Sometimes I’ve seen programs that are teaching 20, 30, 50, or even 60 behavior change programs at the same time. When there are that many behavior change programs, many of them often are ineffective. But let’s assume that all / most of those behavior changes do seem effective. My question always is: Will the child still be able to do this skill in one year when you are no longer working on it?
Don Baer taught us that there are really only two choices when it comes to maintenance of behavior changes.
- The behavior change meets a natural contingency that will maintain it in the future.
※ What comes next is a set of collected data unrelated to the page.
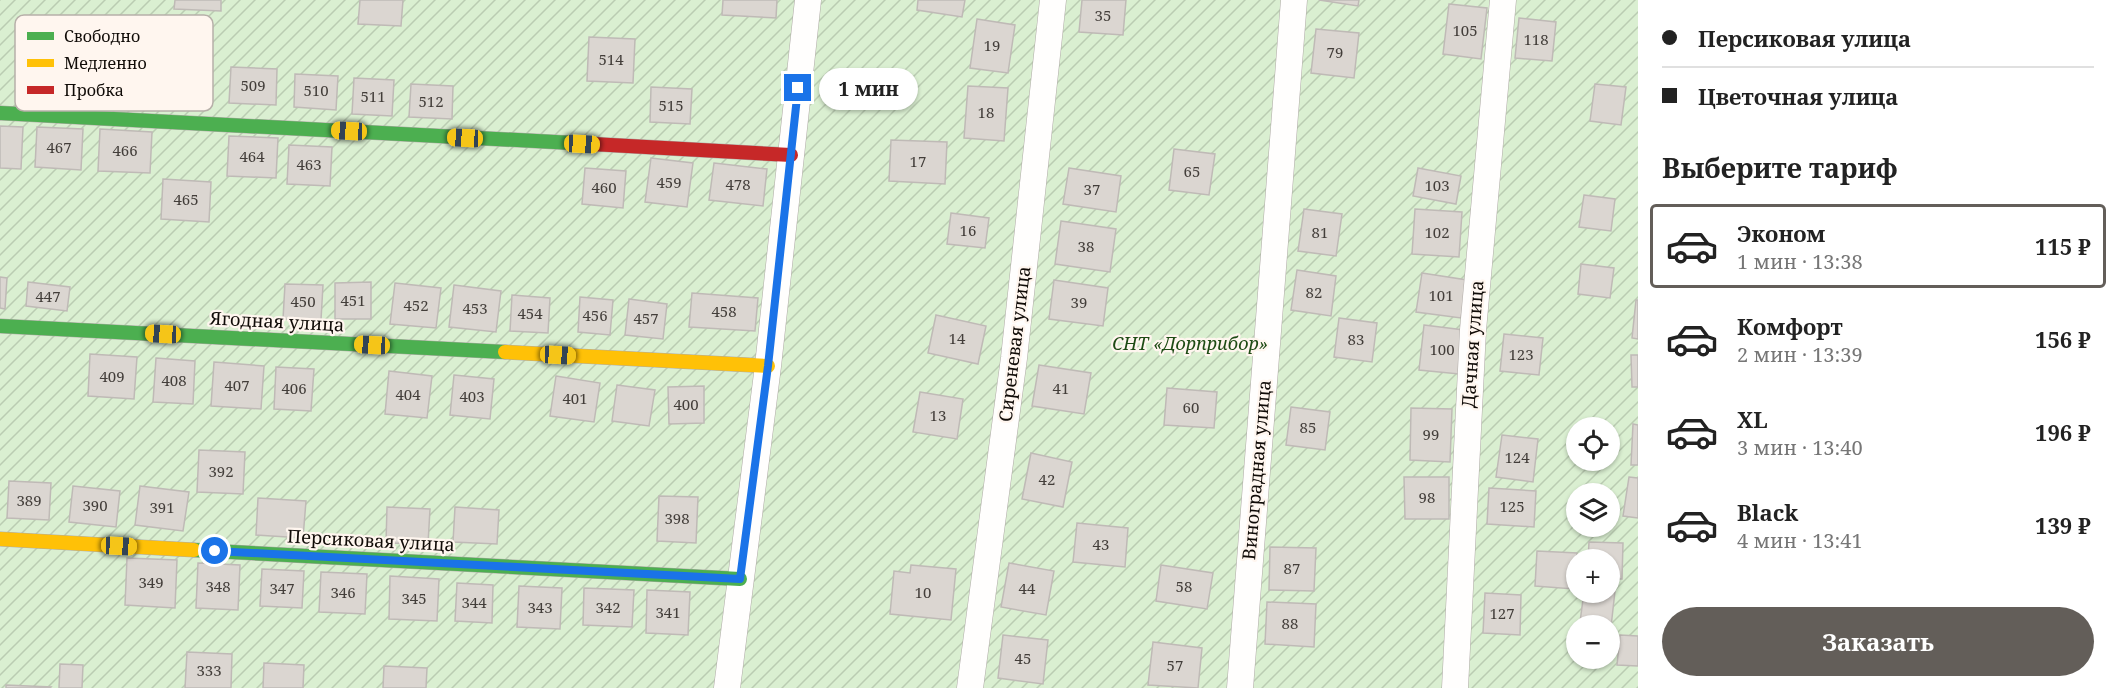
<!DOCTYPE html>
<html lang="ru">
<meta charset="utf-8">
<style>
:root{--surface:#fff;--page:#f6f6f6;--text:#222;--muted:#767676;--line:#e0e0e0;--accent:#635e59}
body{margin:0;font-family:"Noto Serif",serif;background:var(--page);color:var(--text);height:100vh;display:flex;flex-direction:column;font-size:22px;white-space:nowrap}
*{box-sizing:border-box;margin:0}
p{font-size:20px;color:var(--muted)}
.icon{flex:none;width:33px;height:33px;fill:none;stroke:currentColor;stroke-width:2;stroke-linecap:round;stroke-linejoin:round}
.map{position:relative;flex:1;overflow:hidden}
.panel{display:flex;flex-direction:column;background:var(--surface);width:480px}
.panel>*{flex:none}
.guide{display:grid;align-content:center;height:132px;padding:0 24px;background:var(--surface)}
.tools{position:absolute;left:1566px;top:417px;display:grid;gap:12px}
.tools a{display:grid;place-items:center;width:54px;height:54px;border-radius:50%;background:var(--surface);box-shadow:0 2px 4px #0004;font-size:30px}
.end{position:absolute;width:27px;height:27px;margin:-14px;border:8px solid #1a73e8;background:#fff;box-shadow:0 0 0 3px #fff}
.from{border-radius:50%}
.bubble{position:absolute;height:42px;border-radius:21px;background:var(--surface);box-shadow:0 2px 4px #0004;font-size:20px;font-weight:700;line-height:42px;text-align:center}
.car{position:absolute;width:18px;height:36px;margin:-18px -9px;border-radius:8px;box-shadow:0 0 4px 2px #0007;background:linear-gradient(#f5c518 24%,#345 0 40%,#f5c518 0 76%,#345 0 86%,#f5c518 0)}
.guide b{display:flex;align-items:center;gap:21px;height:57px;font-size:22px}
.guide b+b{border-top:2px solid var(--line)}
.guide i{width:15px;height:15px;background:var(--text)}
ul{padding:0;list-style:none}
li{display:flex;align-items:center;gap:18px;height:84px;margin:0 12px 9px;padding:0 12px;border:3px solid transparent;border-radius:6px}
li div{flex:1}
li b{display:block;font-size:22px}
li em{font-style:normal;font-weight:700}
li.current{border-color:var(--accent)}
li>.icon{width:54px;height:54px;stroke-width:1.5}
h2{padding:0 24px;font-size:27px;line-height:72px}
.cta{display:flex;gap:12px;margin-top:auto;padding:12px 24px}
.cta a{flex:1;height:69px;border-radius:36px;background:var(--accent);color:#fff;font-size:24px;font-weight:700;line-height:69px;text-align:center}
main{display:flex;flex:1;min-height:0}
.map>svg:first-child{display:block}
.garden{fill:url(#garden-furrows);fill-rule:evenodd}
.building{fill:#dbd6d1;stroke:#bfbab6;stroke-width:1.5}
.lines{fill:none;stroke-linecap:round;stroke-linejoin:round}
.street-casing{stroke:#afaaa6;stroke-width:27}
.fast-casing{stroke:#afaaa6;stroke-width:15}
.slow-casing{stroke:#afaaa6;stroke-width:15}
.jam-casing{stroke:#afaaa6;stroke-width:15}
.street{stroke:#fffefd;stroke-width:26}
.fast{stroke:#4caf50;stroke-width:14}
.slow{stroke:#ffc107;stroke-width:14}
.jam{stroke:#c62828;stroke-width:14}
.route{stroke:#1a73e8;stroke-width:8}
.labels{text-anchor:middle;stroke-width:4.5;stroke-linejoin:round;paint-order:stroke}
.number-label{font-size:15px;fill:#433e3a}
.street-label{font-size:18px;fill:#100b07;stroke:#fff6ef}
.park-label{font-size:18px;font-style:italic;fill:#1e4b14;stroke:#fff6ef}
.key{fill:#fff6ef;stroke:#b7b0a9;stroke-width:1.5}
.key-label{font-size:16px;fill:#100b07}
</style>
<main>
<div class="map">
<svg width="1638" height="688" viewBox="0 0 1638 688">
<defs>
<pattern id="garden-furrows" width="10" height="10" patternUnits="userSpaceOnUse" patternTransform="scale(1.5)"><rect width="10" height="10" fill="#daefd1"/><path d="M-1 1l2-2M0 10L10 0M9 11l2-2" fill="none" stroke="#baccb2"/></pattern>
</defs>
<rect width="100%" height="100%" fill="#fcf7f2"/>
<path class="garden" d="M0,0H1638V688H0ZM1576,428H1610V460H1576ZM1576,494H1610V526H1576ZM1576,560H1610V592H1576ZM1576,626H1610V658H1576Z"/>
<path class="building" d="M175,0H221V11L174,9Z
M360,0H403L401,26L358,24Z
M723,0H777L776,18L722,15Z
M918,0H965L962,17L917,10Z
M1082,0H1126L1123,35L1079,32Z
M1319,0H1359L1358,6Z
M1449,4L1487,8L1481,59L1443,54Z
M1519,18L1556,22L1552,61L1515,58Z
M977,19L1015,25L1008,73L970,68Z
M1316,29L1359,33L1354,78L1311,73Z
M589,37L635,39L633,83L587,81Z
M231,67L277,69L276,105L229,103Z
M295,74L338,76L336,110L294,107Z
M354,78L394,80L392,116L352,114Z
M411,84L453,86L452,119L409,117Z
M1595,84L1626,87L1621,125L1590,121Z
M968,86L1008,88L1004,141L964,138Z
M651,87L692,89L690,124L650,122Z
M0,126L23,127L21,169L0,168Z
M37,127L83,129L81,170L35,167Z
M100,129L152,132L150,173L98,171Z
M229,136L278,138L276,178L227,176Z
M891,140L947,142L945,184L889,181Z
M289,145L332,147L330,186L287,184Z
M1174,149L1215,154L1209,195L1169,190Z
M651,158L693,163L687,207L645,202Z
M714,163L767,169L763,206L709,200Z
M585,168L626,171L623,208L582,204Z
M1069,168L1121,176L1116,212L1063,204Z
M1418,168L1461,176L1456,204L1413,196Z
M163,179L211,182L209,222L161,219Z
M1584,195L1615,199L1611,231L1579,227Z
M1304,209L1342,214L1336,256L1298,251Z
M1415,209L1462,212L1459,257L1412,254Z
M951,213L989,218L985,248L947,244Z
M1061,221L1116,229L1110,272L1055,264Z
M1581,264L1614,268L1610,298L1578,294Z
M1297,270L1336,276L1331,316L1291,310Z
M1422,273L1467,280L1461,318L1416,312Z
M0,277L7,278L5,309L0,308Z
M1054,280L1108,288L1103,326L1049,319Z
M28,282L70,287L67,311L26,306Z
M371,282V319H335V283Z
M395,283L441,288L436,328L390,324Z
M285,284L323,285L321,320L283,319Z
M454,285L501,291L496,332L449,327Z
M692,293L758,298L755,331L689,327Z
M512,295L550,298L548,333L510,331Z
M580,297L613,300L610,335L578,332Z
M629,299L667,304L663,339L625,335Z
M1636,300H1638V339L1632,338Z
M936,315L986,326L978,364L928,353Z
M1339,318L1377,323L1372,362L1334,357Z
M1424,325L1464,330L1459,374L1419,370Z
M1504,334L1543,338L1539,375L1500,371Z
M90,354L137,357L134,399L88,396Z
M1631,355H1638V387H1632Z
M156,358L195,361L193,404L153,402Z
M214,362L264,366L261,409L211,406Z
M1039,365L1091,373L1084,414L1032,406Z
M276,367L314,369L311,411L274,409Z
M389,371L432,376L427,418L385,414Z
M454,375L494,379L490,419L450,415Z
M556,376L600,383L594,422L550,416Z
M617,385L655,390L649,426L612,421Z
M704,386V423L669,424L668,387Z
M1167,388L1217,392L1214,428L1164,425Z
M920,392L963,399L957,439L913,432Z
M1291,407L1330,412L1325,450L1286,445Z
M1411,408L1452,409L1450,462L1410,460Z
M1633,424L1638,425V465H1631Z
M1502,435L1538,439L1533,482L1496,477Z
M199,450L245,452L243,494L197,492Z
M1031,453L1072,462L1063,507L1022,499Z
M1404,477H1449V519H1405Z
M1629,477L1638,478V518L1623,516Z
M9,481L51,483L49,520L7,518Z
M73,486L120,491L116,527L69,522Z
M140,486L189,492L183,531L135,525Z
M1489,488L1536,491L1534,527L1487,524Z
M659,496L698,497L696,543L657,541Z
M258,498L306,501L303,538L256,535Z
M387,507L430,509L428,544L386,543Z
M455,507L499,510L497,544L453,542Z
M1077,523L1128,528L1125,567L1073,562Z
M1589,542L1623,543L1622,579H1610V560H1588Z
M1270,547L1316,548L1314,591L1269,590Z
M1537,551L1577,553L1574,589L1535,586Z
M127,558L177,560L175,608L125,605Z
M198,563L240,565L238,610L196,608Z
M1009,563L1054,571L1046,615L1001,607Z
M911,565L956,569L951,620L890,614L894,571L910,573Z
M1161,565L1213,573L1207,609L1156,601Z
M262,569L304,571L302,608L260,606Z
M321,572L367,574L365,614L319,612Z
M390,576L439,579L437,621L389,619Z
M457,583L493,585L492,623L455,621Z
M519,586L562,588L560,629L517,627Z
M584,588L634,590L632,627L583,625Z
M647,590L690,592L688,635L646,633Z
M1610,590L1615,591L1611,627L1580,622L1584,592H1610Z
M1485,593L1521,595L1520,635L1483,633Z
M1267,602L1316,604L1314,647L1265,644Z
M1003,635L1048,640L1043,684L998,678Z
M1620,635L1638,636V666L1617,665Z
M1153,642L1202,648L1198,688L1148,685Z
M187,652L232,654L231,688H185Z
M264,663L304,665L303,688H263Z
M60,664L83,665L82,688H59Z
M384,666L427,668L426,688H383Z
M6,685L51,687L50,688H6Z"/>
<g class="lines">
<defs>
<path id="street" d="M727,688L768,366L808,0
M970,688L1014,358L1053,0
M1240,688L1294,0
M1455,688L1473,330L1503,0"/>
<path id="fast" d="M0,113L592,144
M0,326L505,352
M194,550L740,579"/>
<path id="slow" d="M505,352L768,366
M0,539L194,550"/>
<path id="jam" d="M592,144L791,155"/>
</defs>
<use href="#street" class="street-casing"/>
<use href="#fast" class="fast-casing"/>
<use href="#slow" class="slow-casing"/>
<use href="#jam" class="jam-casing"/>
<use href="#street" class="street"/>
<use href="#fast" class="fast"/>
<use href="#slow" class="slow"/>
<use href="#jam" class="jam"/>
</g>
<g class="lines">
<path class="route" d="M215,551L740,579L768,366L798,88"/>
</g>
<g class="labels">
<g class="number-label">
<text x="1103" y="21">35</text>
<text x="1465" y="36">105</text>
<text x="1536" y="45">118</text>
<text x="992" y="51">19</text>
<text x="1335" y="58">79</text>
<text x="611" y="65">514</text>
<text x="253" y="91">509</text>
<text x="316" y="96">510</text>
<text x="373" y="102">511</text>
<text x="431" y="107">512</text>
<text x="671" y="111">515</text>
<text x="986" y="118">18</text>
<text x="59" y="153">467</text>
<text x="125" y="156">466</text>
<text x="252" y="162">464</text>
<text x="918" y="167">17</text>
<text x="309" y="170">463</text>
<text x="1192" y="177">65</text>
<text x="669" y="188">459</text>
<text x="738" y="190">478</text>
<text x="1437" y="191">103</text>
<text x="604" y="193">460</text>
<text x="1092" y="195">37</text>
<text x="186" y="205">465</text>
<text x="968" y="236">16</text>
<text x="1320" y="238">81</text>
<text x="1437" y="238">102</text>
<text x="1086" y="252">38</text>
<text x="1314" y="298">82</text>
<text x="1441" y="301">101</text>
<text x="48" y="302">447</text>
<text x="353" y="306">451</text>
<text x="303" y="307">450</text>
<text x="1079" y="308">39</text>
<text x="416" y="311">452</text>
<text x="475" y="314">453</text>
<text x="724" y="317">458</text>
<text x="530" y="319">454</text>
<text x="595" y="321">456</text>
<text x="646" y="324">457</text>
<text x="957" y="344">14</text>
<text x="1356" y="345">83</text>
<text x="1442" y="355">100</text>
<text x="1521" y="360">123</text>
<text x="112" y="382">409</text>
<text x="174" y="386">408</text>
<text x="237" y="391">407</text>
<text x="294" y="394">406</text>
<text x="1061" y="394">41</text>
<text x="408" y="400">404</text>
<text x="472" y="402">403</text>
<text x="575" y="404">401</text>
<text x="686" y="410">400</text>
<text x="1191" y="413">60</text>
<text x="938" y="421">13</text>
<text x="1308" y="433">85</text>
<text x="1431" y="440">99</text>
<text x="1517" y="463">124</text>
<text x="221" y="477">392</text>
<text x="1047" y="485">42</text>
<text x="1427" y="503">98</text>
<text x="29" y="506">389</text>
<text x="95" y="511">390</text>
<text x="1512" y="512">125</text>
<text x="162" y="513">391</text>
<text x="677" y="524">398</text>
<text x="1101" y="550">43</text>
<text x="1292" y="574">87</text>
<text x="151" y="588">349</text>
<text x="218" y="592">348</text>
<text x="1184" y="592">58</text>
<text x="282" y="594">347</text>
<text x="1027" y="594">44</text>
<text x="343" y="598">346</text>
<text x="923" y="598">10</text>
<text x="414" y="604">345</text>
<text x="474" y="608">344</text>
<text x="540" y="613">343</text>
<text x="608" y="613">342</text>
<text x="668" y="618">341</text>
<text x="1502" y="619">127</text>
<text x="1290" y="629">88</text>
<text x="1023" y="664">45</text>
<text x="1175" y="671">57</text>
<text x="209" y="676">333</text>
</g>
<g class="street-label">
<text transform="translate(277 322) rotate(3)" y="6">Ягодная улица</text>
<text transform="translate(1015 344) rotate(-83)" y="6">Сиреневая улица</text>
<text transform="translate(1473 344) rotate(-86)" y="6">Дачная улица</text>
<text transform="translate(1257 470) rotate(-85)" y="6">Виноградная улица</text>
<text transform="translate(371 541) rotate(3)" y="6">Персиковая улица</text>
</g>
<g class="park-label">
<text x="1190" y="350">СНТ «Дорприбор»</text>
</g>
</g>
<rect x="15" y="15" width="198" height="96" rx="9" class="key"/>
<rect x="27" y="32" width="27" height="8" fill="#4caf50"/>
<rect x="27" y="59" width="27" height="8" fill="#ffc107"/>
<rect x="27" y="86" width="27" height="8" fill="#c62828"/>
<g class="key-label">
<text x="64" y="42">Свободно</text>
<text x="64" y="69">Медленно</text>
<text x="64" y="96">Пробка</text>
</g>
</svg>
<div class="tools">
<a><svg class="icon" aria-label="locate" viewBox="0 0 24 24"><circle cx="12" cy="12" r="6"/><path d="M12 2v4M12 18v4M2 12h4M18 12h4"/></svg></a>
<a><svg class="icon" aria-label="layers" viewBox="0 0 24 24"><path d="M12 4l9 5-9 5-9-5zM3 14l9 5 9-5"/></svg></a>
<a>+</a>
<a>−</a>
</div>
<i class="end from" style="left:215px;top:551px"></i>
<i class="end" style="left:798px;top:88px"></i>
<div class="bubble" style="left:819px;top:68px;width:99px">1 мин</div>
<i class="car" style="left:349px;top:131px;rotate:273deg"></i>
<i class="car" style="left:465px;top:138px;rotate:273deg"></i>
<i class="car" style="left:582px;top:144px;rotate:93deg"></i>
<i class="car" style="left:163px;top:334px;rotate:273deg"></i>
<i class="car" style="left:372px;top:345px;rotate:273deg"></i>
<i class="car" style="left:558px;top:355px;rotate:93deg"></i>
<i class="car" style="left:119px;top:546px;rotate:93deg"></i>
</div>
<section class="panel">
<div class="guide">
<b><i class="from"></i>Персиковая улица</b>
<b><i></i>Цветочная улица</b>
</div>
<h2>Выберите тариф</h2>
<ul>
<li class="current"><svg class="icon" aria-label="car" viewBox="0 0 24 24"><path d="M5 17H2v-5l4-1 3-4h7l3 4 3 1v5h-3M9 17h6M6 11h13"/><circle cx="7" cy="17" r="2"/><circle cx="17" cy="17" r="2"/></svg><div><b>Эконом</b><p>1 мин · 13:38</p></div><em>115 ₽</em></li>
<li><svg class="icon" aria-label="car" viewBox="0 0 24 24"><path d="M5 17H2v-5l4-1 3-4h7l3 4 3 1v5h-3M9 17h6M6 11h13"/><circle cx="7" cy="17" r="2"/><circle cx="17" cy="17" r="2"/></svg><div><b>Комфорт</b><p>2 мин · 13:39</p></div><em>156 ₽</em></li>
<li><svg class="icon" aria-label="car" viewBox="0 0 24 24"><path d="M5 17H2v-5l4-1 3-4h7l3 4 3 1v5h-3M9 17h6M6 11h13"/><circle cx="7" cy="17" r="2"/><circle cx="17" cy="17" r="2"/></svg><div><b>XL</b><p>3 мин · 13:40</p></div><em>196 ₽</em></li>
<li><svg class="icon" aria-label="car" viewBox="0 0 24 24"><path d="M5 17H2v-5l4-1 3-4h7l3 4 3 1v5h-3M9 17h6M6 11h13"/><circle cx="7" cy="17" r="2"/><circle cx="17" cy="17" r="2"/></svg><div><b>Black</b><p>4 мин · 13:41</p></div><em>139 ₽</em></li>
</ul>
<div class="cta"><a>Заказать</a></div>
</section>
</main>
- We program maintenance forever.
Most of the time we are not in a position that we will be able to maintain behavior changes forever. Therefore the main thing that matters is that the behavior change will eventually meet a natural contingency. BCBAs talk a lot about natural contingencies, but in practice I see very little effort put into this critical concept.
It’s great that he made an independent initiation to peers during lunch 3X for 5 consecutive days. But…
Did you have to praise and say “Wow, that’s so great talking to your friends?”
Did you have to give tokens for talking?”
Did the peer respond in a way that was reinforcing to the child- so that it might maintain initiations in the future without intervention?
If you need other reinforcers / interventions at this time, that does NOT mean that the intervention is a failure. Just don’t fool yourself that you made a meaningful difference in the child’s life. This might have been an important step- but you aren’t there yet. If you don’t get to the point where it meets a natural contingency, it almost certainly won’t maintain in the long run and it won’t really matter.